We are Driving up to the Lake District and then travelling up to Scotland from sussex in April. 
We actually have 2 whole weeks holiday! And can’t wait
Any suggestions for stopovers and interesting things to see and do around Cumbria and Scotland
Thank you
Bertie B


----------



## 2cv (Feb 3, 2018)

Loads of nice spots near the M6/M74 in the POIs, or the Green Frog at Moffat has a nice little cl and good cafe for less the a tenner a night. https://www.thegreenfrogmoffat.co.uk/
Nice pub at Beattock allows overnighting and the Metal Bridge Inn near Gretna even has an area set aside for vans.
Dumfries and Galloway is a nice area to explore.


----------



## The laird (Feb 3, 2018)

Hi hope you enjoy ,for info around the lakes obanboy goes that way a lot he may be along to give you a few tips,as bill said the frog is handy a mind tell kris you’re a W member 
All the best


----------



## Bertie burstner (Feb 3, 2018)

The laird said:


> Hi hope you enjoy ,for info around the lakes obanboy goes that way a lot he may be along to give you a few tips,as bill said the frog is handy a mind tell kris you’re a W member
> All the best



Thank you for your suggestions, we have written them down and will be planning out route


----------



## The laird (Feb 3, 2018)

Bertie burstner said:


> Thank you for your suggestions, we have written them down and will be planning out route



Meant to also say the kelpies at Falkirk if you go and park there overnight use the small car park on the left as you go in ,the security are there till 10#30 ish if you offer them a cuppa they might not accept but you will be well looked after as they can’t make one ,boy racers come to the big car park but they are not as prominent now adays ,also you can stop at limekilnes at rosyth overlooking the forth with views of the bridges and there’s a bistro there for a nice coffee ,,spots are in poi,s


----------



## Mul (Feb 3, 2018)

... J41, for Wigton then Silloth, old Victorian "seaside" resort... Blackpool of the North ... allegedly !!!  Good Chippies.

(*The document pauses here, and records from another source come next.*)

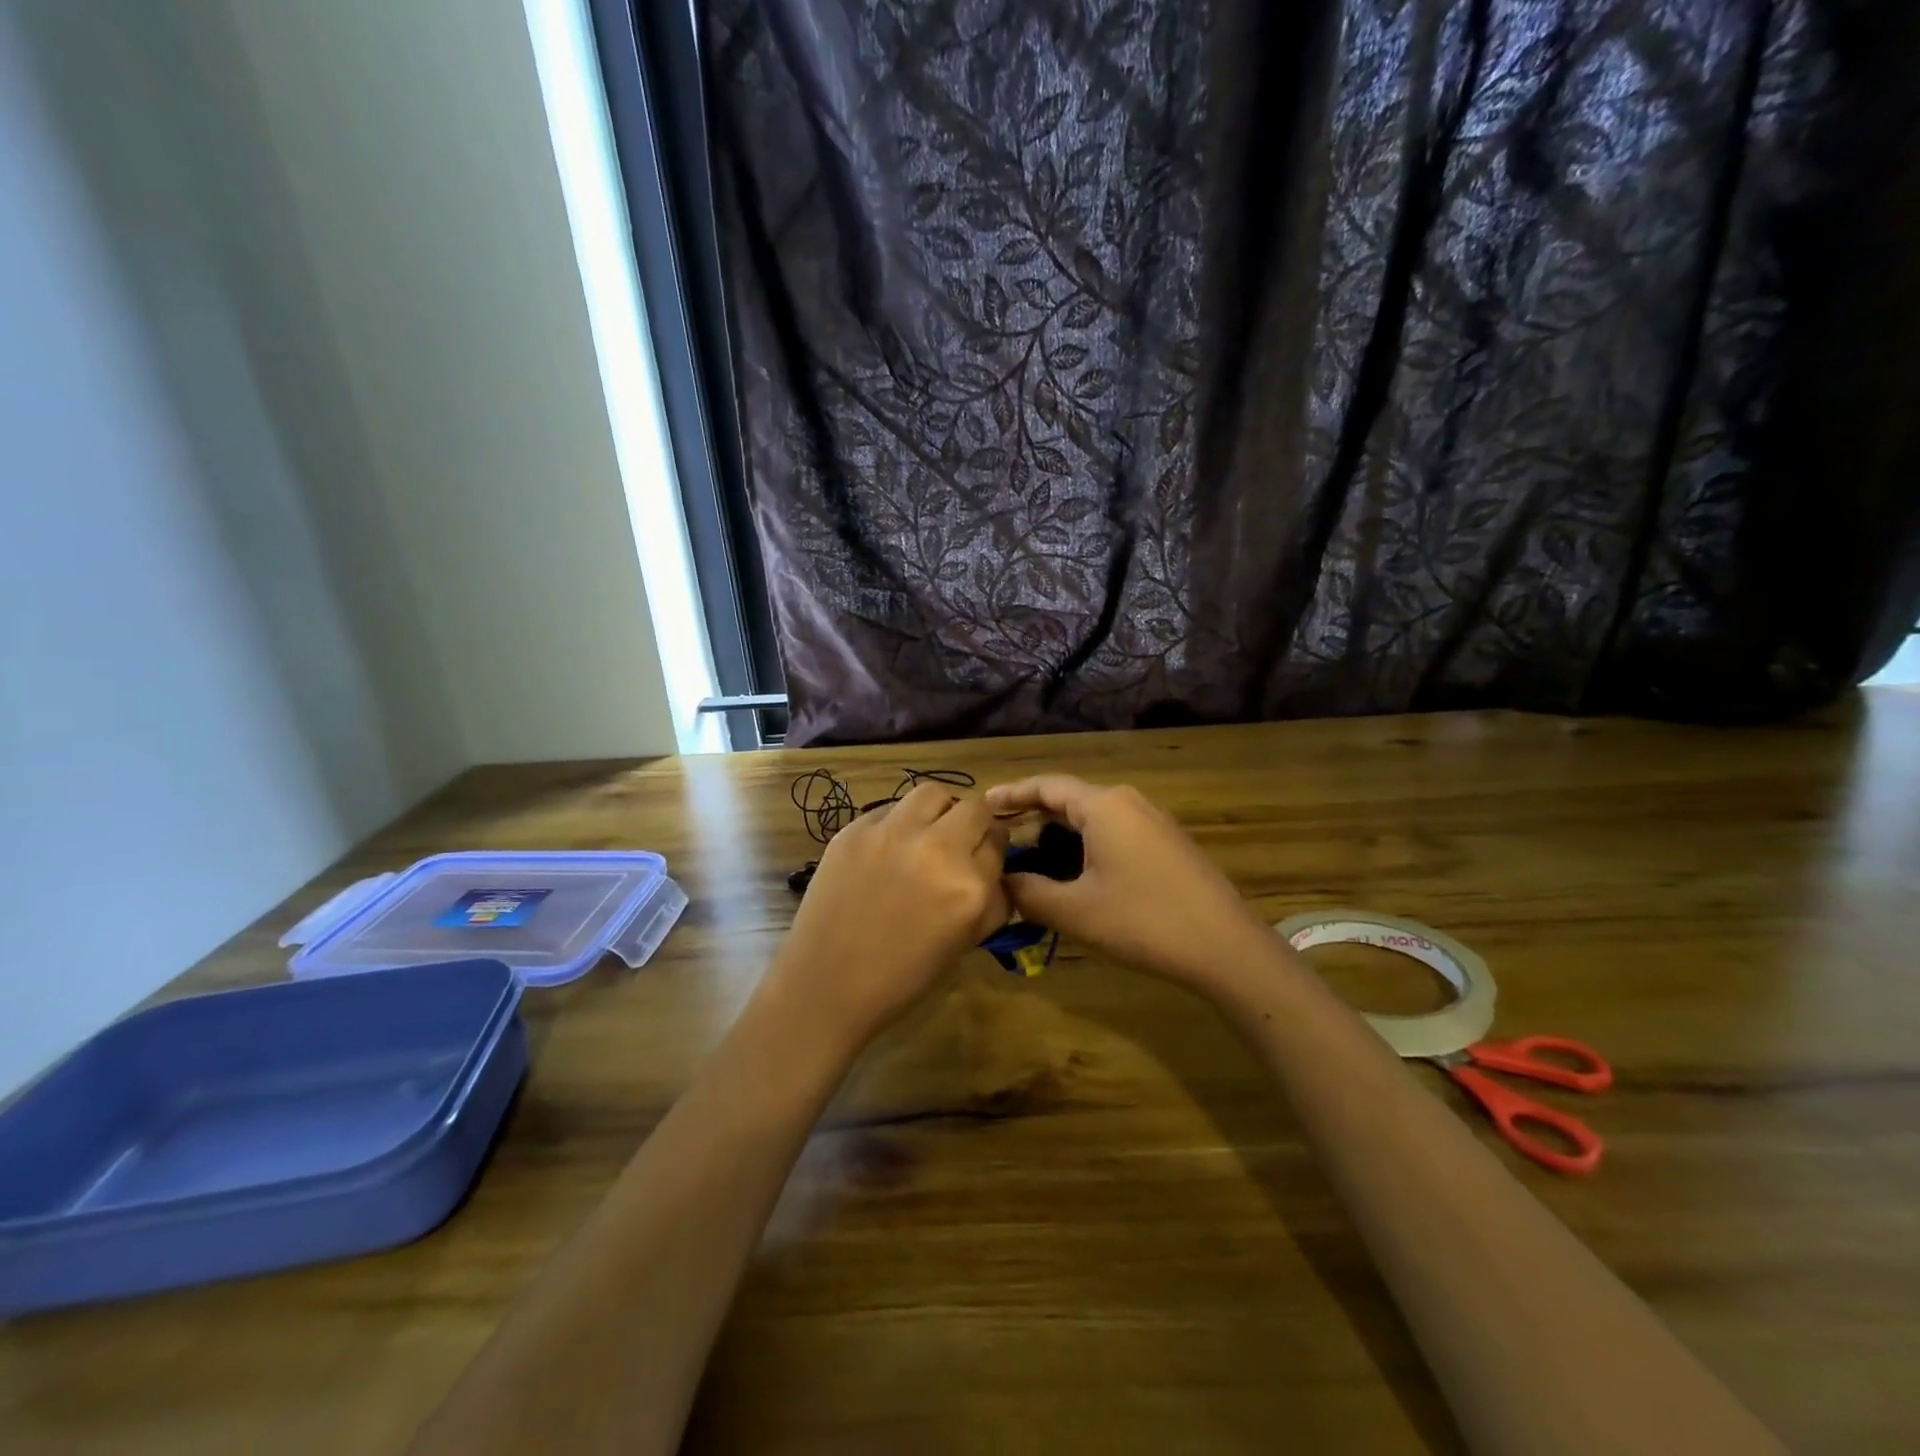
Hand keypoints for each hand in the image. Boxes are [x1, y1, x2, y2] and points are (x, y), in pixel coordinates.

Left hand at [766, 784, 1009, 1049]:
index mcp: (968, 887)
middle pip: (974, 807)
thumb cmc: (903, 977)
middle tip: (960, 840)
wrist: (828, 985)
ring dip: (939, 810)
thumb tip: (997, 870)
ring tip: (927, 832)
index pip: (999, 841)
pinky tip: (887, 849)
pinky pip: (890, 809)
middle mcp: (935, 849)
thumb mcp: (965, 943)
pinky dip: (898, 823)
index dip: (994, 846)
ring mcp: (891, 834)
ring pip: (932, 793)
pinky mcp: (854, 830)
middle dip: (975, 822)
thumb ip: (992, 901)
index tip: (985, 854)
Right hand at [985, 775, 1268, 990]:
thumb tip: (1000, 882)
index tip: (983, 805)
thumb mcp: (1075, 911)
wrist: (1226, 948)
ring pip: (1092, 817)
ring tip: (1031, 859)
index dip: (1011, 794)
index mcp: (1104, 805)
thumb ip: (1028, 893)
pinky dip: (1085, 844)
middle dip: (1032, 817)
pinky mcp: (1167, 843)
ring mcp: (1152, 821)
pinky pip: (1114, 831)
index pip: (1046, 786)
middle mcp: (1128, 802)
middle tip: (1000, 839)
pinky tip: (1074, 873)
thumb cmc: (1144, 922)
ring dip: (1059, 834)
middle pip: (1068, 799)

Couple of spots to stop for free. Nice views ove Solway ? 

Chrz Mul


----------



## chrismilo (Feb 4, 2018)

Bertie burstner said:


> Thank you for your suggestions, we have written them down and will be planning out route



Planning a route. I find it works for the first night possibly then either I can’t find a poi I’ve chosen or end up taking a different route 
Think it’s more fun that way anyhow or just stop when I’m tired


----------



## jagmanx (Feb 4, 2018)

*A bit further North*

CR Mennock Pass (Dumfries & Galloway)

Latitude = 55.372795
Longitude = -3.812833

Others nearby


----------



## Debroos (Feb 4, 2018)

chrismilo said:


> Planning a route. I find it works for the first night possibly then either I can’t find a poi I’ve chosen or end up taking a different route
> Think it’s more fun that way anyhow or just stop when I’m tired



I have huge fun planning a route then after a day or so even more fun not sticking to it!


----------